Finding a Path to CO2 Conversion on a Scale that Matters
Matthew Kanan
Associate Professor, Department of Chemistry
Director, TomKat Center for Sustainable Energy
Stanford University
Reversing the rise of CO2 in the atmosphere requires a massive transition from fossil to truly sustainable resources. At odds with this goal is the enormous and still growing demand for carbon-based products. The emissions problem cannot be solved without producing fuels and chemicals from CO2, H2O, and renewable energy. Decoupling carbon-based products from fossil resources could also improve global energy security. This talk will describe our research on (electro)chemical systems for sustainable chemical and fuel production. I will first discuss our work to improve the energy efficiency of electrochemical CO conversion, which can be paired with an upfront CO2-to-CO conversion technology to produce multi-carbon platform chemicals such as ethylene and alcohols.
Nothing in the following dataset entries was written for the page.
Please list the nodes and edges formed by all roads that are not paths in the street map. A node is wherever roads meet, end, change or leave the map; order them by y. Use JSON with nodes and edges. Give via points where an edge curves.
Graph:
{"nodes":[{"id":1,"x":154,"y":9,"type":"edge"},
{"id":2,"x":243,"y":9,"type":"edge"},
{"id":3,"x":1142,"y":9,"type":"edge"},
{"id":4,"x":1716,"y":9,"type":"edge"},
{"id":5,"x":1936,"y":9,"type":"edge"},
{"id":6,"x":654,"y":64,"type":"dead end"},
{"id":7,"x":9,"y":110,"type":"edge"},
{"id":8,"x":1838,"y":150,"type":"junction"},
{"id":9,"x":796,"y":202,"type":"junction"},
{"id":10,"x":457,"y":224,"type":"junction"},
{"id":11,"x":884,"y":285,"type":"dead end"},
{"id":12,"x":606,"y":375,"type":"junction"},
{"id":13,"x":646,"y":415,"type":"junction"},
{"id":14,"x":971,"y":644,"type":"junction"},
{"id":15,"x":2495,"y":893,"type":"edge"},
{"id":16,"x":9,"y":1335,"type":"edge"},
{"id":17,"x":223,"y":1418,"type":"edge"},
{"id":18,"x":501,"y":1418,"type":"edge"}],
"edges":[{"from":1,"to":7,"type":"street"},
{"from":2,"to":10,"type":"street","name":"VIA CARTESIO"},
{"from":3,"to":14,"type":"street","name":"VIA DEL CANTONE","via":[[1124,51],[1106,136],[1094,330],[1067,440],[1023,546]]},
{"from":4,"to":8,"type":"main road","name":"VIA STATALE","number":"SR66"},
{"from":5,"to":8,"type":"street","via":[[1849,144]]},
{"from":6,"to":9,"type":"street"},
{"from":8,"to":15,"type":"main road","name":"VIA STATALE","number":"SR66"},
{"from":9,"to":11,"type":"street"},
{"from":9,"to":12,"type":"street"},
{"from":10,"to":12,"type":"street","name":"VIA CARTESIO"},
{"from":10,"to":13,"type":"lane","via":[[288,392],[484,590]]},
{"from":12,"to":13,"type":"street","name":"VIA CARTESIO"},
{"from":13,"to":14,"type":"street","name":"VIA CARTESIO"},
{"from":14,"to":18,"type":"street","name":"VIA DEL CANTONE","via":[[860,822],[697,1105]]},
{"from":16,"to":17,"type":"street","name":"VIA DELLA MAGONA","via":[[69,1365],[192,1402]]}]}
Using advances in cell designs and CO reduction catalysts, we have demonstrated lab-scale systems that enable high synthesis rates at unprecedented cell voltages. As a complementary approach to electrochemical conversions, we have been investigating simple acid-base chemistry to create new processes that turn CO2 into chemicals and fuels. In one application, we have developed systems that use alkali carbonate as a regenerable base for C–H carboxylation, resulting in CO2 insertion into C–H bonds with no reagent consumption or waste production. When applied to inedible biomass feedstocks, this chemistry provides a streamlined route to a critical monomer for high-volume, carbon-neutral plastics that outperform conventional materials. Extending this concept to fuel production, we have recently reported carbonate-based materials that are exceptionally active, selective, and robust catalysts for the reverse-water gas shift (RWGS) reaction. The combination of RWGS and Fischer-Tropsch catalysis is a highly attractive route to sustainable liquid fuels, but conventional RWGS catalysts must be operated at extreme temperatures to avoid competing methanation and coking reactions. Carbonate-based catalysts avoid these pitfalls, enabling RWGS at lower temperatures and thereby removing process design constraints for power-to-liquid fuel systems. The extreme simplicity of these catalyst materials also makes them well suited for the high-volume manufacturing that would be needed to produce sustainable liquid fuels on a meaningful scale.